**Exercise brief**
Wherever "true" turns up in the entries, copy out the line that holds it.

**Data provided**
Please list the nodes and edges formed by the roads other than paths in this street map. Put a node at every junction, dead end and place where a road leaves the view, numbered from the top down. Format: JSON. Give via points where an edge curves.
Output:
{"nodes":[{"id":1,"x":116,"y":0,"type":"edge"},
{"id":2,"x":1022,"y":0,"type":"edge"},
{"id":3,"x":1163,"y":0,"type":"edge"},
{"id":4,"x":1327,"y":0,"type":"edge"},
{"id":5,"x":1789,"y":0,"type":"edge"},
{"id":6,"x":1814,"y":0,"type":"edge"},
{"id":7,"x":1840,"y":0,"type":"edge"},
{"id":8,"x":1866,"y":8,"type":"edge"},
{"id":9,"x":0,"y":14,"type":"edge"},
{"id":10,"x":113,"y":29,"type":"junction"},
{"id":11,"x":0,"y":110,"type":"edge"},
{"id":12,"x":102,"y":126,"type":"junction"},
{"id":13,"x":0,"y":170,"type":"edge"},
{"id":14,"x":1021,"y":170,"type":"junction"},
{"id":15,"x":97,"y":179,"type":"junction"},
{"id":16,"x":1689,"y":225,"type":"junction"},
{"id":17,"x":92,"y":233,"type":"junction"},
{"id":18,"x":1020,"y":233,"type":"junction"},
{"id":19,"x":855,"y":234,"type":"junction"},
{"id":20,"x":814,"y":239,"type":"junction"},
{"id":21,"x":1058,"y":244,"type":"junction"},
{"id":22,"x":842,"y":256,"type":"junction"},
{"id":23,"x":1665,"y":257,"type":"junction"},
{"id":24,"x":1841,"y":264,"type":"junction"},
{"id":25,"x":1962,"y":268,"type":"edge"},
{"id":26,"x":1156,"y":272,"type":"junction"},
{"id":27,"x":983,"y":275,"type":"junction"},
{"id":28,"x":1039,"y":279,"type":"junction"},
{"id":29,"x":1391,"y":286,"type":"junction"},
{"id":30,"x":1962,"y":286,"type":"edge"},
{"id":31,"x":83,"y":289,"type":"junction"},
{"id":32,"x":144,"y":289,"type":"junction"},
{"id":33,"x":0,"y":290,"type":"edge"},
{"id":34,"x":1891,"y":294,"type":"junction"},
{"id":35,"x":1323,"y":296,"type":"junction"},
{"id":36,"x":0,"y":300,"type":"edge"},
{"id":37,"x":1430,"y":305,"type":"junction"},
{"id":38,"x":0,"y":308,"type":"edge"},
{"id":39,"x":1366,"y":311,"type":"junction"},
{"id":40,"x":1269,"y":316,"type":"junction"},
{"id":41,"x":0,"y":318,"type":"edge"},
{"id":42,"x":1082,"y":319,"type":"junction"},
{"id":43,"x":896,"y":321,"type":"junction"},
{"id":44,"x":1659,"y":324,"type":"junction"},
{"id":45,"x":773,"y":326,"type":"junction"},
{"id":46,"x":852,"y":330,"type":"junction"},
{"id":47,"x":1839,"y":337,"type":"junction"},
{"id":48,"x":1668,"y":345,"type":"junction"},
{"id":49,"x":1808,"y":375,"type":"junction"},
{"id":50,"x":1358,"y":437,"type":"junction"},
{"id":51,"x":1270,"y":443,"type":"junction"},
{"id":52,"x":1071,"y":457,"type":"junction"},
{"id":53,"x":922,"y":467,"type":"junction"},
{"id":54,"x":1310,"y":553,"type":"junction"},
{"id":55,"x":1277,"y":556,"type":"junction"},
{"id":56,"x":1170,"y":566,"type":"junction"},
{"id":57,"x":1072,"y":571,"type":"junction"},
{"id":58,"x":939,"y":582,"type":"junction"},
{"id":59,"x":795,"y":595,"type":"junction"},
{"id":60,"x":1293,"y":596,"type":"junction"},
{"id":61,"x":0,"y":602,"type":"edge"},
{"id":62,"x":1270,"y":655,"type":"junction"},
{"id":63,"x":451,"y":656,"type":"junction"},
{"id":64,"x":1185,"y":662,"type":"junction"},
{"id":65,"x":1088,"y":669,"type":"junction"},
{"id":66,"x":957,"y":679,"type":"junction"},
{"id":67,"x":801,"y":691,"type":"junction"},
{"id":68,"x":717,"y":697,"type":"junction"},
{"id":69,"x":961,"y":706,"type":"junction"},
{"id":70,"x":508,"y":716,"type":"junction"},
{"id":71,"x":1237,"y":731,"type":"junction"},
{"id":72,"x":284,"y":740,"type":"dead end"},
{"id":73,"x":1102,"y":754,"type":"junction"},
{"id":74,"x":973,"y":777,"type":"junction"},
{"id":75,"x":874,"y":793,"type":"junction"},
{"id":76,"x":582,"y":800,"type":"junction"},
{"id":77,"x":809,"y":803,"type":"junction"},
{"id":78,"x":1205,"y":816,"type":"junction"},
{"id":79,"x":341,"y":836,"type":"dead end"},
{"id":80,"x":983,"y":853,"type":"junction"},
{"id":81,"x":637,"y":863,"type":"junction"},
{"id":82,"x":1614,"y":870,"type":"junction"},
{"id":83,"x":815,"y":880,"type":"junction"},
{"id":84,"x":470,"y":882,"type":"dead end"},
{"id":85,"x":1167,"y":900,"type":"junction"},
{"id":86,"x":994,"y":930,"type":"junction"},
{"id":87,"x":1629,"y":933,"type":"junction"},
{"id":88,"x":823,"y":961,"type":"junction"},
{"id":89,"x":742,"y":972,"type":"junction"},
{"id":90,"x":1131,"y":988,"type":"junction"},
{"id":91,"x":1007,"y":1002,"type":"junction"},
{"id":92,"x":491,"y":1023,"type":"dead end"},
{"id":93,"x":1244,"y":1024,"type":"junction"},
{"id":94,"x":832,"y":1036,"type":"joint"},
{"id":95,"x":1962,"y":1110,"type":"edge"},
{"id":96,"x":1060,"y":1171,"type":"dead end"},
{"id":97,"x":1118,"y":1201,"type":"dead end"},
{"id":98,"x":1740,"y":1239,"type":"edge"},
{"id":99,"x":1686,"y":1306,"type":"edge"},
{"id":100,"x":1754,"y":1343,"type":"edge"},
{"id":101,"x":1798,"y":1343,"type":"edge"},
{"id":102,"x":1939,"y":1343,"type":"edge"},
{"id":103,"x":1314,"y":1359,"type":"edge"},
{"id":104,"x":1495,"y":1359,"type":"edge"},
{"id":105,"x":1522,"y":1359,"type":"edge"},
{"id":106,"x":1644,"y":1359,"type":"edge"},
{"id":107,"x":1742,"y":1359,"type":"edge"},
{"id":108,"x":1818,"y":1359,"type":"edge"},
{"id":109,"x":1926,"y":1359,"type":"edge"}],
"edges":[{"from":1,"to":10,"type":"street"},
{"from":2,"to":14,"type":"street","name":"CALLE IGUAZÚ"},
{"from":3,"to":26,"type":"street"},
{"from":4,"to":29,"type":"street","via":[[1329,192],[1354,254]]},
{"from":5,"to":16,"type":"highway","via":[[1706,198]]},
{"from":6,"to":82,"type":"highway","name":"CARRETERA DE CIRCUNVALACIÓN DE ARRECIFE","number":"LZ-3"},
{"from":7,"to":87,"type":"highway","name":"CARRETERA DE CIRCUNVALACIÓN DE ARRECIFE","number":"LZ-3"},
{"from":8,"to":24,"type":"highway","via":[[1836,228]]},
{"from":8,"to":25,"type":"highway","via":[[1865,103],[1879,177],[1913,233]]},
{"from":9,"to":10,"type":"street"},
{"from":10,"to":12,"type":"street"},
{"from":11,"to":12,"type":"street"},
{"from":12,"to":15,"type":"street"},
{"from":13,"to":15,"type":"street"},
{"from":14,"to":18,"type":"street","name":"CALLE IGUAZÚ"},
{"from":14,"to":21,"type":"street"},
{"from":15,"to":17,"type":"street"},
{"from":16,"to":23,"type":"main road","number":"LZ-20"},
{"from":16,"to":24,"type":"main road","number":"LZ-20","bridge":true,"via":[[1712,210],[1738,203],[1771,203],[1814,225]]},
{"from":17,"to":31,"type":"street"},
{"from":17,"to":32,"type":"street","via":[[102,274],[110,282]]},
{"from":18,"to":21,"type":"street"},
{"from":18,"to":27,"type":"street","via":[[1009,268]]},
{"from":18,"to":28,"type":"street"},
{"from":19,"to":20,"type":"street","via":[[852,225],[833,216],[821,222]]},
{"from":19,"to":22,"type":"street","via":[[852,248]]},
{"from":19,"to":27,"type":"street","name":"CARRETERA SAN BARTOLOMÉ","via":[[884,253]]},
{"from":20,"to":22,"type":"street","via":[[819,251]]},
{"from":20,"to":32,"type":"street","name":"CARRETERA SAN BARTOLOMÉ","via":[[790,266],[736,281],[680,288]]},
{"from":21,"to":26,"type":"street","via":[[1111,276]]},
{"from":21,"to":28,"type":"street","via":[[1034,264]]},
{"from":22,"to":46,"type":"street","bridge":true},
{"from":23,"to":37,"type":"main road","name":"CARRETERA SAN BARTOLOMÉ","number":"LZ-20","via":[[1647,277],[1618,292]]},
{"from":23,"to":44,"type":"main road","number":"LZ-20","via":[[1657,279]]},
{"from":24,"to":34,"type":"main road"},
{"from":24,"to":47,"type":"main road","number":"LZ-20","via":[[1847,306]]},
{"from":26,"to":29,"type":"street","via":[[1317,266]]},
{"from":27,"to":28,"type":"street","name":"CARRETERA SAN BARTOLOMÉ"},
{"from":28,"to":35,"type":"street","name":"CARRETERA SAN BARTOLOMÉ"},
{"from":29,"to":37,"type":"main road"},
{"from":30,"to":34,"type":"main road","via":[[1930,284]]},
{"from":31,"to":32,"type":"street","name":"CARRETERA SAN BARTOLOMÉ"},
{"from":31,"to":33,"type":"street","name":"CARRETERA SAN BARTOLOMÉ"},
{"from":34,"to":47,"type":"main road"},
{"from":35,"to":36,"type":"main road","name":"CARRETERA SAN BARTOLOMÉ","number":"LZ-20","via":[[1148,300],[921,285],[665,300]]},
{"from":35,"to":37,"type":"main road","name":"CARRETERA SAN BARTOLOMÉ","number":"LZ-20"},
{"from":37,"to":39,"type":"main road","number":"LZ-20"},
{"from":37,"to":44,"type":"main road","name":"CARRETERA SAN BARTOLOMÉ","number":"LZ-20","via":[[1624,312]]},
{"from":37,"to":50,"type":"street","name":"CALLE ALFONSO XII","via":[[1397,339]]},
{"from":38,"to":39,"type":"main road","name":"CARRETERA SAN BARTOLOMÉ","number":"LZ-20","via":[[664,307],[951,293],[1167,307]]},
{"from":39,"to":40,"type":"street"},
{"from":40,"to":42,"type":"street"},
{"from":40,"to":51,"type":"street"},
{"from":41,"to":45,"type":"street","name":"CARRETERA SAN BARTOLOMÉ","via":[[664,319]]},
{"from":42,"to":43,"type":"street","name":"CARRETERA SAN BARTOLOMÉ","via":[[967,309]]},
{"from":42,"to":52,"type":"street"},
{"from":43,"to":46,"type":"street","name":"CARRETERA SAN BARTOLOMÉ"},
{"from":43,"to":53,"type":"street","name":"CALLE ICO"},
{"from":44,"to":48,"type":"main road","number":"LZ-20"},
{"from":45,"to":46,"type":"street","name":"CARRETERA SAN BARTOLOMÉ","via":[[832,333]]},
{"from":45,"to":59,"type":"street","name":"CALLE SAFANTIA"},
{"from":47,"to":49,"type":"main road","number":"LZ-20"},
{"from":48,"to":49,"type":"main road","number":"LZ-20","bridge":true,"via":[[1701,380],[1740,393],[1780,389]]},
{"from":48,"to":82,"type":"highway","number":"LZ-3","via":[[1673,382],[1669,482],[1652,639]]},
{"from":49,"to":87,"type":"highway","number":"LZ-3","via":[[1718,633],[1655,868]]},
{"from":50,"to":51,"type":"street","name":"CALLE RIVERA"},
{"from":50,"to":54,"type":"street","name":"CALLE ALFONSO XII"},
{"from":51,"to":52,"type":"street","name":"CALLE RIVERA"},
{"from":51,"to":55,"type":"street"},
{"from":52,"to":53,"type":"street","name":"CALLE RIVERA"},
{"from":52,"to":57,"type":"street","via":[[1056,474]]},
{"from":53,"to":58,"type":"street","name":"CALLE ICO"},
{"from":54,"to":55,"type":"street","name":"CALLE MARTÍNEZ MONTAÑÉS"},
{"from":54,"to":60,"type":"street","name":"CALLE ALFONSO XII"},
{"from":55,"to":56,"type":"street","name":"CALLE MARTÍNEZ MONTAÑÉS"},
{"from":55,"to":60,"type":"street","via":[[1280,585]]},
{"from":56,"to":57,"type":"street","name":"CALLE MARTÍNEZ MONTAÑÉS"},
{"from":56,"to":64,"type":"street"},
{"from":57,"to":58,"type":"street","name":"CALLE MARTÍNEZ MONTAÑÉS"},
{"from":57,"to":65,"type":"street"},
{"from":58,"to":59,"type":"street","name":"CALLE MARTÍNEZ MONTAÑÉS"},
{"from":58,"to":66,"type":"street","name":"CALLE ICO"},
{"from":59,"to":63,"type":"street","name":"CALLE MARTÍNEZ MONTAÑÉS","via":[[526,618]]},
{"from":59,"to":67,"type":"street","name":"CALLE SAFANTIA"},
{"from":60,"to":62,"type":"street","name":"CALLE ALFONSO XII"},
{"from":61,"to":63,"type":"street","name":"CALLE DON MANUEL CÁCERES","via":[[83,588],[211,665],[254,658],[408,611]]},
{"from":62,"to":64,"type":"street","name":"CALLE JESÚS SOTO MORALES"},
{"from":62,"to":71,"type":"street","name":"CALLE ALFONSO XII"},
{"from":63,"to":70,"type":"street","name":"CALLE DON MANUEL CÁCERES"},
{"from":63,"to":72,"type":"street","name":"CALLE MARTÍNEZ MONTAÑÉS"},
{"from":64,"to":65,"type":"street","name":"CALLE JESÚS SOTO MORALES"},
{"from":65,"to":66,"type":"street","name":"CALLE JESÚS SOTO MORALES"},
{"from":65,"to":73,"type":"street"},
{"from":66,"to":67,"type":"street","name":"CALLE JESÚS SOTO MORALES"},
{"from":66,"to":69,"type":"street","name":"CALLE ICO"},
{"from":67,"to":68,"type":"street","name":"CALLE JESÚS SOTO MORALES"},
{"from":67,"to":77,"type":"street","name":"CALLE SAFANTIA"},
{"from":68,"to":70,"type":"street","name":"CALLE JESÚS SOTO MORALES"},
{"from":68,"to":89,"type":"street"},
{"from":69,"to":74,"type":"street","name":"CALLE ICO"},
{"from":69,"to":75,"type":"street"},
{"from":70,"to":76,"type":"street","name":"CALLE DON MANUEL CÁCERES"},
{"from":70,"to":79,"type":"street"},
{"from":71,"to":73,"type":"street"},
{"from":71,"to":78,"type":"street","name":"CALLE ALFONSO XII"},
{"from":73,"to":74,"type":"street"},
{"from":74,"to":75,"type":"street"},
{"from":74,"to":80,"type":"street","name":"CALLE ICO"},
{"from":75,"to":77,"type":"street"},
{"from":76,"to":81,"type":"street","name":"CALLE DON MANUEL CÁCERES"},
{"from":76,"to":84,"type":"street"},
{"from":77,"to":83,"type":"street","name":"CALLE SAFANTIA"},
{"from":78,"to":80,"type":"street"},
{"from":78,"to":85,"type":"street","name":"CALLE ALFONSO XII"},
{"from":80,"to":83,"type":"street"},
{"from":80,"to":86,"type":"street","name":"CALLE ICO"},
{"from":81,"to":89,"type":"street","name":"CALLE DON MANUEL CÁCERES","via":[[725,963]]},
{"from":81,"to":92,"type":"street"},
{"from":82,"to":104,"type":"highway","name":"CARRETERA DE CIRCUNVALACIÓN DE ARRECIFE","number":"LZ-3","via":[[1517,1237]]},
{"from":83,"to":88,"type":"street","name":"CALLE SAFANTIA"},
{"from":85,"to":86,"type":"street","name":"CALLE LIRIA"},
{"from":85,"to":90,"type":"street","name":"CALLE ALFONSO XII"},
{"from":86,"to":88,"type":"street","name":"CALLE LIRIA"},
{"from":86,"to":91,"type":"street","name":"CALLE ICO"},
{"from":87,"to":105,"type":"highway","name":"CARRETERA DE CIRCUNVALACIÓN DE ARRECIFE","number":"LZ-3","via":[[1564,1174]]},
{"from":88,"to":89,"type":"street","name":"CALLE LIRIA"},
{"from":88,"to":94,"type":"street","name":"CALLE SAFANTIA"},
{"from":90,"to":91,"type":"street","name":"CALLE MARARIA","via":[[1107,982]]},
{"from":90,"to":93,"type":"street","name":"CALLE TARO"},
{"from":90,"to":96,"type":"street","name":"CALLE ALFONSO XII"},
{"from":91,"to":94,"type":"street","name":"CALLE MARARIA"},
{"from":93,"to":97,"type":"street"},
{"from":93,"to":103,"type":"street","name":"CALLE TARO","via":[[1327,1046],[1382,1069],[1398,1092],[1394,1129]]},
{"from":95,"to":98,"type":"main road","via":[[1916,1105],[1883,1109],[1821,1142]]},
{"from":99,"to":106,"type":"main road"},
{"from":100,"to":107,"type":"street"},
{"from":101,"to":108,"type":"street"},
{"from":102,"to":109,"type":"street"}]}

**Solved exercise**
{"from":16,"to":24,"type":"main road","number":"LZ-20","bridge":true,"via":[[1712,210],[1738,203],[1771,203],[1814,225]]},
{"from":22,"to":46,"type":"street","bridge":true},
{"from":48,"to":49,"type":"main road","number":"LZ-20","bridge":true,"via":[[1701,380],[1740,393],[1780,389]]},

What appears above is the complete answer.